_TASK DETAILS_.
Where "Moraes" appears in a line of the entries below, that line should be copied.

▬▬▬▬▬▬

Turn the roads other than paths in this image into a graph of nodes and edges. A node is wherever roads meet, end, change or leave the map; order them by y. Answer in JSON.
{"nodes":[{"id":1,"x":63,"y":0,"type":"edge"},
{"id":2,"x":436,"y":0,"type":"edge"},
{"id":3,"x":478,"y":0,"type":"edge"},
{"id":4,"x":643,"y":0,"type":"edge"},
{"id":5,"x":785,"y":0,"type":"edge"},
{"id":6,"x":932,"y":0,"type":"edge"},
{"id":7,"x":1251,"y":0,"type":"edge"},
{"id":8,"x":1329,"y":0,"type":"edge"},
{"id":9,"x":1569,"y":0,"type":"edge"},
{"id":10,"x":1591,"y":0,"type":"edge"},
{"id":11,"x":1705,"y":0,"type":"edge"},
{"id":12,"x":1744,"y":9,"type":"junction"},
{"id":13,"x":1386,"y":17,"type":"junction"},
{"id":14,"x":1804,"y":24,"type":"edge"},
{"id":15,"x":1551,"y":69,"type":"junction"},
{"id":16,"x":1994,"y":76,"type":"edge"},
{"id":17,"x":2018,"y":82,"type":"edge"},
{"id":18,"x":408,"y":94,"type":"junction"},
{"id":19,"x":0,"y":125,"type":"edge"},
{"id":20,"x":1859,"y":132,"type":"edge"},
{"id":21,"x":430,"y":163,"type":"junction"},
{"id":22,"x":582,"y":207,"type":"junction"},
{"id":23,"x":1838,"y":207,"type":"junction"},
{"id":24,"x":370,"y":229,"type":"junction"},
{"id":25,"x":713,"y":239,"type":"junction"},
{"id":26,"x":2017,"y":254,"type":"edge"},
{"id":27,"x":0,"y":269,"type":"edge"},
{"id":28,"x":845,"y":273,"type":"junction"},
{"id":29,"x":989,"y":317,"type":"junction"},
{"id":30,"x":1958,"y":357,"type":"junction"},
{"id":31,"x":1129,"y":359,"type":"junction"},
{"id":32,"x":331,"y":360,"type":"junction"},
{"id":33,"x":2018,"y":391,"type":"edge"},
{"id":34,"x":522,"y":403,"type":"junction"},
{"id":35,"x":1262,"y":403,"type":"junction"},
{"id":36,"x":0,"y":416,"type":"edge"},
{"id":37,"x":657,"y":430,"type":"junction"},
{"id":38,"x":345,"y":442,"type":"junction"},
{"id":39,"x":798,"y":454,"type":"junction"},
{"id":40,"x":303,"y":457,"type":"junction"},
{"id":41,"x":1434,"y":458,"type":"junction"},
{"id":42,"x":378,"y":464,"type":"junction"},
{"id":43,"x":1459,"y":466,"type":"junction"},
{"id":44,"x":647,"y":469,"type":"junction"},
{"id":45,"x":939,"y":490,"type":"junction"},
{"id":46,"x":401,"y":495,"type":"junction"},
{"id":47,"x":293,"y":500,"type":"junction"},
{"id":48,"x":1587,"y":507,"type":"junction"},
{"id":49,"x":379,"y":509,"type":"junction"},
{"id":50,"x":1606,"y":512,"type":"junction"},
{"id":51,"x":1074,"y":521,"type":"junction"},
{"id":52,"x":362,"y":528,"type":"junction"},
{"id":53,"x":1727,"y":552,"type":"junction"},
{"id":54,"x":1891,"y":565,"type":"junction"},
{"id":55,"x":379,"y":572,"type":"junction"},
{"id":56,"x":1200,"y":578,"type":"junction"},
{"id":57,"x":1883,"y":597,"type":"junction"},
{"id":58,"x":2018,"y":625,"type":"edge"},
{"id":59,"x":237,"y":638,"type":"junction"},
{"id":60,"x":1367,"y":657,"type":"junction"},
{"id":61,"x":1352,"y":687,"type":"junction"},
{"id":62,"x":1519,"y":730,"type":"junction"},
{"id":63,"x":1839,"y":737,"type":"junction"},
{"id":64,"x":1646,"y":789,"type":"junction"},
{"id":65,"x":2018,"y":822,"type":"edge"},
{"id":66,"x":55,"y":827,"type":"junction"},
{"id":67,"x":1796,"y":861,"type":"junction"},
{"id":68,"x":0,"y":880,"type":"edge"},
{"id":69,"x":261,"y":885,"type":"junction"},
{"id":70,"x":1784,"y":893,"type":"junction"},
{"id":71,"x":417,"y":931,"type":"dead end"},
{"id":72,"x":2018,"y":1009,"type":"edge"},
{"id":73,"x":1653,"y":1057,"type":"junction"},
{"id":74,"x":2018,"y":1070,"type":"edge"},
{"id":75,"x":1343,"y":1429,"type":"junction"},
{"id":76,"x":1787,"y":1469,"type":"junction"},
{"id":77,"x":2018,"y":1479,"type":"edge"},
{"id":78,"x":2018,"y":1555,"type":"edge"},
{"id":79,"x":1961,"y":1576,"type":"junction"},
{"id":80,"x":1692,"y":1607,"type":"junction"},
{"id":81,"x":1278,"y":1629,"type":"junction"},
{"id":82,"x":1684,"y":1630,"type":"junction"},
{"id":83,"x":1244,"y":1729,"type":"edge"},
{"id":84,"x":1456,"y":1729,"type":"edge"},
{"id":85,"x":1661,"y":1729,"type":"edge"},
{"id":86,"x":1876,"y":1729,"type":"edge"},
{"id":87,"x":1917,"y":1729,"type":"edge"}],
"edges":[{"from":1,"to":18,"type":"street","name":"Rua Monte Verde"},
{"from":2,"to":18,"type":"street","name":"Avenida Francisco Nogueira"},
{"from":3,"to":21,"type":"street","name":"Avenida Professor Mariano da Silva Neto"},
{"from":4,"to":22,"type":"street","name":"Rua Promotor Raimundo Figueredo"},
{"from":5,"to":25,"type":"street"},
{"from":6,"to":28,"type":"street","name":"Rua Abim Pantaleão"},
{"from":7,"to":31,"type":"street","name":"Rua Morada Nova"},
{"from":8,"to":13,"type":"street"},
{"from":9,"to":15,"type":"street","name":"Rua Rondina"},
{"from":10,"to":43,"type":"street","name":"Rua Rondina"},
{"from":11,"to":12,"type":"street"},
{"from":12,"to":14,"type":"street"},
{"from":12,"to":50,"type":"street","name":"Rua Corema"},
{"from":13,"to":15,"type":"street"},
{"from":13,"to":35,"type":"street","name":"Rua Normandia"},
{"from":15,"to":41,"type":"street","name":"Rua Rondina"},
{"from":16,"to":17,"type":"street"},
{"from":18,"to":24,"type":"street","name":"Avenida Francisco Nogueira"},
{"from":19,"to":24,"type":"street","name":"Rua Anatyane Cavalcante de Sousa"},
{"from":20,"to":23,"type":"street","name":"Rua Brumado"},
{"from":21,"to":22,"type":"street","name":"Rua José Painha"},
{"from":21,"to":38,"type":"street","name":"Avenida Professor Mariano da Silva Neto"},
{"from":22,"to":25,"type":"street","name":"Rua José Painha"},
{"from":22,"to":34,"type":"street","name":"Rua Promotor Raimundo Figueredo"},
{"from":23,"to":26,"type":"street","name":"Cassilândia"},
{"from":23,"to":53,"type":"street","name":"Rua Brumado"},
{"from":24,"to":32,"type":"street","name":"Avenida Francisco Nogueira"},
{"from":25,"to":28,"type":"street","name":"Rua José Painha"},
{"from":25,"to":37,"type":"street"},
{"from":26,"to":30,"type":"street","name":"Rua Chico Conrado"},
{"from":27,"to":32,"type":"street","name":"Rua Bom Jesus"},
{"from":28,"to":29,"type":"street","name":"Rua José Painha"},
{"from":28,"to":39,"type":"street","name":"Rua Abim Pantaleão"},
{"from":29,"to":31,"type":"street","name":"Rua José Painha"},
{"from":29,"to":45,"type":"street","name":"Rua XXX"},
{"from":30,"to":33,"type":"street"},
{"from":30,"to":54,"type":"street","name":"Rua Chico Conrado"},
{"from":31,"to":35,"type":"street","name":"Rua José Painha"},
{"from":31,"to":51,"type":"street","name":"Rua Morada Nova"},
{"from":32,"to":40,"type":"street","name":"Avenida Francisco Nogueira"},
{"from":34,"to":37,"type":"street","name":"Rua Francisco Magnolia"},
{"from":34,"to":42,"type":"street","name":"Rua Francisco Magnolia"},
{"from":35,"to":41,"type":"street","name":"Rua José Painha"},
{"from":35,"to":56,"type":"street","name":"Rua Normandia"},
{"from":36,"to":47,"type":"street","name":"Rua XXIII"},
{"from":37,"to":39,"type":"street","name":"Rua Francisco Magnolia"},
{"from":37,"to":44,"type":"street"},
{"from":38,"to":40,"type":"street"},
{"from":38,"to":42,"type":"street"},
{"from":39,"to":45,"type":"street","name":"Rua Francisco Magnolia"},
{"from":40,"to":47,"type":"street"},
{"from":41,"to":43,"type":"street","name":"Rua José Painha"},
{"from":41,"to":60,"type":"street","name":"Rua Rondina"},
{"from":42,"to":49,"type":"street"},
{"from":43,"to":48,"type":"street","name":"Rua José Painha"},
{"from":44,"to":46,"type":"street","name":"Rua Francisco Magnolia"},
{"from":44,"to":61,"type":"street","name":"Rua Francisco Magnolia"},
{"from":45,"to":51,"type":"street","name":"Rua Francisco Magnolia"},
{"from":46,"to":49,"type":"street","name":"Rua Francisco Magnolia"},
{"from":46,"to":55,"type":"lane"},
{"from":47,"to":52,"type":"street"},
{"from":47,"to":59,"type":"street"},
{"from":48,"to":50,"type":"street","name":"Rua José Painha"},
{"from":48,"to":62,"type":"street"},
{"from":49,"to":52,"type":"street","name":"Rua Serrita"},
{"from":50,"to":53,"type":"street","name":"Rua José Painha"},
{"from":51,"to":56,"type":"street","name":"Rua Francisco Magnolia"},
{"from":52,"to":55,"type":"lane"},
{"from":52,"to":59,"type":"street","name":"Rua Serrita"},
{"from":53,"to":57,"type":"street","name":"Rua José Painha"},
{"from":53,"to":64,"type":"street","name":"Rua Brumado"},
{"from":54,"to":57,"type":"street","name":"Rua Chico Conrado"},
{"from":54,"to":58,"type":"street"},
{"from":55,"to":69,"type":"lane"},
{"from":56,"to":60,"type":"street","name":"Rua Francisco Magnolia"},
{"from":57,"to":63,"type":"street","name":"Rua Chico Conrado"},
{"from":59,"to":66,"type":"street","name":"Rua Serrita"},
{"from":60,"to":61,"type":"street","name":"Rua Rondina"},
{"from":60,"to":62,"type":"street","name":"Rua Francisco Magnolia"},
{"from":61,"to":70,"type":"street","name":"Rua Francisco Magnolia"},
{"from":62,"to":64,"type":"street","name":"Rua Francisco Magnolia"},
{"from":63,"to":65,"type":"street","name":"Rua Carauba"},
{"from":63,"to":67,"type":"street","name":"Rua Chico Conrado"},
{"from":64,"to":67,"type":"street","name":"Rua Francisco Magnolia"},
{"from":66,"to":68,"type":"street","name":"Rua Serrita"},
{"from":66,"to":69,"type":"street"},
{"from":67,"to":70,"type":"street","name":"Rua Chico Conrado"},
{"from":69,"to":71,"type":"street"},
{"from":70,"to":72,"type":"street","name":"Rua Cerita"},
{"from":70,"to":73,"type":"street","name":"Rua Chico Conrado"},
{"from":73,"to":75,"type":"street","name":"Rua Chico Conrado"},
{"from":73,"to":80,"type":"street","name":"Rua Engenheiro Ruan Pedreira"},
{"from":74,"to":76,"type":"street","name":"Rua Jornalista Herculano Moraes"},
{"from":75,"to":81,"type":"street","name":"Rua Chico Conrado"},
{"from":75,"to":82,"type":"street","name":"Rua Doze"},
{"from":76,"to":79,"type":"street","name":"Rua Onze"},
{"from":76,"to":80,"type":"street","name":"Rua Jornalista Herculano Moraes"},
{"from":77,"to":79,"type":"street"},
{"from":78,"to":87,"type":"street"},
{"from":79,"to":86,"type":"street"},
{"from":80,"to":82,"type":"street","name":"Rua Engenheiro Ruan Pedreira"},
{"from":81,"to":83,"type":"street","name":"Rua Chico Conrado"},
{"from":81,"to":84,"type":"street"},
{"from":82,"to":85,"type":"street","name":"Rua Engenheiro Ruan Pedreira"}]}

▬▬▬▬▬▬

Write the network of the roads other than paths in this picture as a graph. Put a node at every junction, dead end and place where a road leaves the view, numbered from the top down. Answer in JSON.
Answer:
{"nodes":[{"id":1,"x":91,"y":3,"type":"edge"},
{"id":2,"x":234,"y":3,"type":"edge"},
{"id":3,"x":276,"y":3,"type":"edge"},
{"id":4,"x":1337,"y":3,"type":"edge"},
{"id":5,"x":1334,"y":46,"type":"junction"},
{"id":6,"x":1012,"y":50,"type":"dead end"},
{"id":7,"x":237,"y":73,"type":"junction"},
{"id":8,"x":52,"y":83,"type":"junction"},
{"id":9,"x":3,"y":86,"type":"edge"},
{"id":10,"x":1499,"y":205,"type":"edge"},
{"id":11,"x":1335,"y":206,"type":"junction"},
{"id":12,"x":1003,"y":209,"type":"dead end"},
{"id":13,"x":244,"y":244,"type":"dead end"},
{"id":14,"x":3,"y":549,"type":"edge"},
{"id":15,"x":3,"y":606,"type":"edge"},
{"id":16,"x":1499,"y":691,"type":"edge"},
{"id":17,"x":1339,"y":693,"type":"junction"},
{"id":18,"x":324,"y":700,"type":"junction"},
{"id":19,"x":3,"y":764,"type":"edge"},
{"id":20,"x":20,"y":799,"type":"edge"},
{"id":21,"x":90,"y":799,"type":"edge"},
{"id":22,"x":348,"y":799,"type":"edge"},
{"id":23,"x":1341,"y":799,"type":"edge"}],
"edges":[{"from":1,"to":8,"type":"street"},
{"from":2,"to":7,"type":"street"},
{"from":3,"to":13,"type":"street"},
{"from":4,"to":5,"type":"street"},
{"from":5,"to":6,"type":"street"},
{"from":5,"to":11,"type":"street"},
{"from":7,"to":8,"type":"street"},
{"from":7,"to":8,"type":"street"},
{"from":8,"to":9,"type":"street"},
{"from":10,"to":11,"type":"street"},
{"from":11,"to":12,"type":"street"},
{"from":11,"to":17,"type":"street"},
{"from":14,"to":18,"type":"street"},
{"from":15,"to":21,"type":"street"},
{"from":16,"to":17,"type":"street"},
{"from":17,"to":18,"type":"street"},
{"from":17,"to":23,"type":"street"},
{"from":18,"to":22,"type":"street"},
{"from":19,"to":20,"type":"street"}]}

▬▬▬▬▬▬

_ANSWER BOX_.
{"from":74,"to":76,"type":"street","name":"Rua Jornalista Herculano Moraes"},
{"from":76,"to":80,"type":"street","name":"Rua Jornalista Herculano Moraes"},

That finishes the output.